Community land delimitation needs to be rooted in traditional organisation of social authority, settlement and land use, and the interpretation of ‘local community’ in that context. The boundaries should mirror the local, customary land administration and land management powers and responsibilities.

The delimitation process is an opportunity for institutional capacity-building. It can help community members to understand their rights and responsibilities vis-à-vis a range of external actors, including the state, private sector investors and neighbouring communities.

Entities with independent legal personality can represent the community in negotiation of land access with outsiders. A community land association endowed with legal personality represents the community as a private entity holding a collective land use right, in its dealings with the outside world. It can engage in negotiations with government or investors who want to access land.

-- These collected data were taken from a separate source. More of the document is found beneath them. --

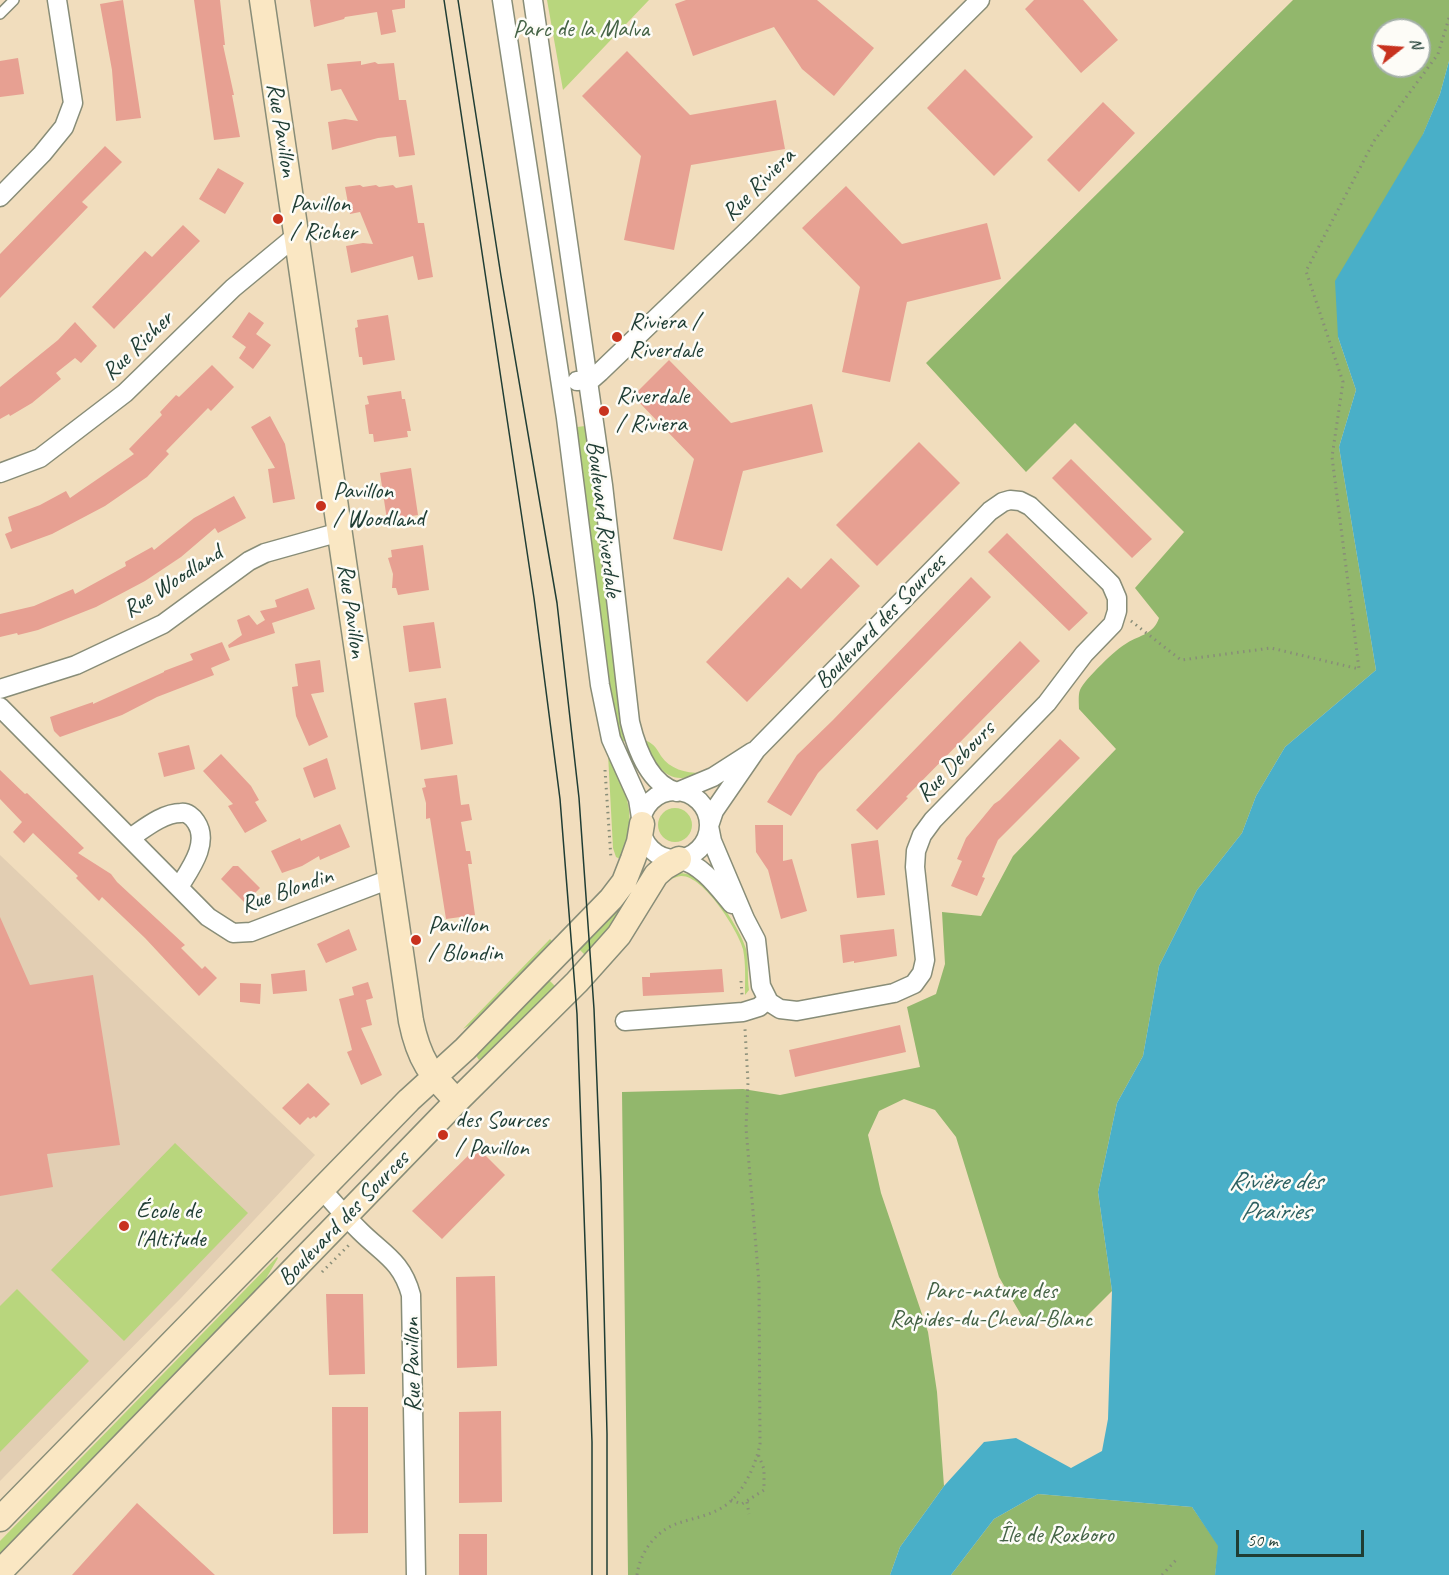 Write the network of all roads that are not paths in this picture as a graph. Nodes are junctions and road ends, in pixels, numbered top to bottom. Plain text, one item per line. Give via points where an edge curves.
1 (14, 0) edge
2 (57, 0) edge
3 (262, 0) edge
4 (502, 0) edge
5 (533, 0) edge
6 (980, 0) edge
7 (0, 14) edge
8 (0, 197) edge
9 (297, 235) junction
10 (588, 380) junction
11 (561, 384) junction
12 (0, 473) edge
13 (1010, 500) joint
14 (340, 532) junction
15 (0, 689) edge
16 (0, 707) edge
17 (756, 750) junction
18 (677, 792) junction
19 (642, 824) junction
20 (709, 826) junction
21 (130, 838) junction
22 (679, 859) junction
23 (390, 879) junction
24 (179, 887) junction
25 (745, 919) junction
26 (767, 1000) junction
27 (625, 1021) dead end
28 (434, 1078) junction
29 (457, 1101) junction
30 (321, 1190) junction
31 (347, 1216) junction
32 (0, 1519) edge
33 (0, 1572) edge
34 (416, 1575) edge

1 - 7 lane
2 - 8 street via 73,103 64,127
3 - 9 street, Rue Pavillon
4 - 11 street, Boulevard Riverdale
5 - 10 street, Boulevard Riverdale
6 - 10 street, Rue Riviera via 745,233
9 - 12 street, Rue Richer via 233,288 125,393 40,458
9 - 14 street, Rue Pavillon
10 - 11 street
10 - 18 street, Boulevard Riverdale via 630,722 650,770
11 - 19 street, Boulevard Riverdale via 603,704 614,748 638,799
13 - 17 street, Boulevard des Sources via 990,511
13 - 26 street, Rue Debours via 1030,506 1104,577 1115,591 1117,610 1113,624 1084,654 1047,703 922,834 915,867 925,960 914,984 894,993 797,1011 778,1009
14 - 15 street, Rue Woodland via 265,553 163,624 76,665
14 - 23 street, Rue Pavillon
16 - 21 street, Rue Blondin
17 - 18 street, Boulevard des Sources via 713,777
17 - 20 street, Boulevard des Sources via 714,811
18 - 19 street via 654,799 646,808
18 - 20 street via 691,795 702,804
19 - 22 street via 646,843 654,851 664,858
19 - 28 street, Boulevard des Sources via 629,871 611,899
20 - 22 street via 700,848
20 - 25 street via 714,849
21 - 24 street, Rue Blondin
21 - 24 street via 170,815 192,817 201,834 199,848
22 - 25 street via 706,875
22 - 29 street, Boulevard des Sources via 656,875 626,925 593,965
23 - 24 street, Rue Blondin via 251,932 233,933 208,916
23 - 28 street, Rue Pavillon via 414,1033
25 - 26 street via 756,940 761,986
26 - 27 street via 743,1012
28 - 29 street, Rue Pavillon
28 - 30 street, Boulevard des Sources
29 - 31 street, Boulevard des Sources
30 - 31 street, Rue Pavillon
30 - 32 street, Boulevard des Sources
31 - 33 street, Boulevard des Sources
31 - 34 street, Rue Pavillon via 396,1264 407,1279 411,1295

In 2017 the Mozambican Government introduced a new Conservation law with accompanying regulations that provide for a category of Community Conservation Area as part of the formal protected area system. According to the Conservation Law 5/2017, a community conservation area is an area of conservation of sustainable use in the Community public domain, under the management of one or more local communities where they have the right to use and benefit from land, for the conservation of fauna and flora and sustainable use of natural resources.

The objectives of CCAs are to:

a) protect and conserve the natural resources existing in customary use of the community, including conserve natural resources, sacred forests and other sites of historical, religious, spiritual and cultural use for the local community;
b) ensure the sustainable management of the natural resources to promote local sustainable development;
c) ensure access and perpetuity of medicinal plants used by community members and biological diversity in general.

To form a CCA, the community must first obtain a DUAT under the Land Law of 1997. It must also demonstrate the consent of its members for forming the CCA, provide geographic boundaries of the CCA, provide an initial management plan for the area and a constitution of the management entity for the area. Under the legislation communities are able to define themselves. According to the law, in a CCA, the community can enter into agreements and contracts with the private sector for the commercial use of natural resources and charge use fees which accrue directly to the community. This provides communities with the opportunity to earn more income than the 20% of government use fees that go to communities in non CCA areas. This in turn can increase the incentives at community level for sustainable use of natural resources and improved local management. It can provide the resources necessary for communities to reinvest income in conservation management rather than being passive recipients of income from government.

One of the major gaps in the CBNRM approach in southern Africa has been reluctance by government to provide clear community collective land rights as well as resource rights. Namibia has provided communities with rights over natural resources, but not over land. The Mozambican land law provided land rights without clear rights over natural resources. However, combined with a DUAT, the formation of a CCA provides Mozambican communities with strong exclusion rights and control over their land and natural resources.

References:

IRDNC. 2011. Lessons from the Field: IRDNC’s experience in Namibia. Integrated Rural Development and Nature Conservation. Windhoek.

Jones, B. T. B., and Murphree, M. W. 2004. Community-based Natural Resource Management as a Conservation Mechanism: Lessons and Directions. In: Child, B. (ed). Parks in transition: Biodiversity, rural development and the bottom line. Earthscan. London. pp 63-103.

Lindsay, J. 1998. “Designing Legal Space: Law as an enabling tool in community-based management”. Presented at the World Bank International CBNRM Workshop. Washington, D.C., May 1998.

Norfolk, S., Quan, J., Dan Mullins, D. 2020. Options for Securing Tenure and Documenting Land Rights in Mozambique: A Land Policy & Practice Brief. A  LEGEND publication. Natural Resources Institute, University of Greenwich. Chatham, UK.